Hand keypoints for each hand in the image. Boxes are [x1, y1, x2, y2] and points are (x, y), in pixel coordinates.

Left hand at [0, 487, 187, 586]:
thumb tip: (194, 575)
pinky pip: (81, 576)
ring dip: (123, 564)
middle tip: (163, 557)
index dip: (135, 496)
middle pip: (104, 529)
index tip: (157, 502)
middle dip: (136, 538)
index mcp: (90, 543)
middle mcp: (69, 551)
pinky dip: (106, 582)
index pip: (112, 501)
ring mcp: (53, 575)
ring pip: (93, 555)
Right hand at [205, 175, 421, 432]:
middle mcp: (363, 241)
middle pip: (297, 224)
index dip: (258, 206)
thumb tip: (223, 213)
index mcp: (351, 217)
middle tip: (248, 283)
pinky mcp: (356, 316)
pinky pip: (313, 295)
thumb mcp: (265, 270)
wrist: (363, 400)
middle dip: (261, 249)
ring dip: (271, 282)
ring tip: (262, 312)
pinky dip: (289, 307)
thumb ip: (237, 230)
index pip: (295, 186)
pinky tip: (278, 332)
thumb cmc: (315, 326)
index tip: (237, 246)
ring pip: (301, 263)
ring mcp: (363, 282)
================================
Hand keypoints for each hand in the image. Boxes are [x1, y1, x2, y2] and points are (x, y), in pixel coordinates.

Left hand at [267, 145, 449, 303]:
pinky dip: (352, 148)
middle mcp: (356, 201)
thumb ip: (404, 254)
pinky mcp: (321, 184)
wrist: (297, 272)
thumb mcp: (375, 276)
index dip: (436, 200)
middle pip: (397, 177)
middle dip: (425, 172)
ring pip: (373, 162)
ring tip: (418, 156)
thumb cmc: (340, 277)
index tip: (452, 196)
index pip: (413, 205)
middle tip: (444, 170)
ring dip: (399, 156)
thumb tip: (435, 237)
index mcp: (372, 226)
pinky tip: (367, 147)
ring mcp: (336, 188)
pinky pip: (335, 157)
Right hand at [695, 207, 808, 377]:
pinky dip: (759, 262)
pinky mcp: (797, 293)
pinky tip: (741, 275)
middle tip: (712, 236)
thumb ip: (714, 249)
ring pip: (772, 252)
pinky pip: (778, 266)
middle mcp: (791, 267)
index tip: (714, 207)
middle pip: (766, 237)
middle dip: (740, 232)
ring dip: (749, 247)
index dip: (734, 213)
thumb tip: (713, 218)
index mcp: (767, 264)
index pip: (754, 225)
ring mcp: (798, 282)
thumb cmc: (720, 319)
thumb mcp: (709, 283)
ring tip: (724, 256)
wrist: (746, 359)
================================
**EXERCISE DETAILS**. After locating the line holding "ring pip: (373, 162)" above, output exactly that line and every line after it through the line holding "wrist: (746, 359)". Include nothing else.

**EXERCISE SOLUTION**.
ring pip: (373, 162)
ring tip: (418, 156)
thumb cmc: (340, 277)
index tip: (452, 196)
index pip: (413, 205)
middle tip: (444, 170)
ring dip: (399, 156)
thumb tip: (435, 237)
index mcp: (372, 226)
pinky tip: (367, 147)
ring mcp: (336, 188)
pinky pip: (335, 157)
Right hand at [695, 207, 808, 377]:
pinky dip: (759, 262)
pinky mcp: (797, 293)
pinky tip: (741, 275)
middle tip: (712, 236)
thumb ip: (714, 249)
ring pip: (772, 252)
pinky pip: (778, 266)
middle mcp: (791, 267)
index tip: (714, 207)
middle pip: (766, 237)
middle dip: (740, 232)
ring dip: (749, 247)
index dip: (734, 213)
thumb tip: (713, 218)
index mcp: (767, 264)
index pip: (754, 225)
ring mcp: (798, 282)
thumb cmc: (720, 319)
thumb mcp: (709, 283)
ring tip: (724, 256)
wrist: (746, 359)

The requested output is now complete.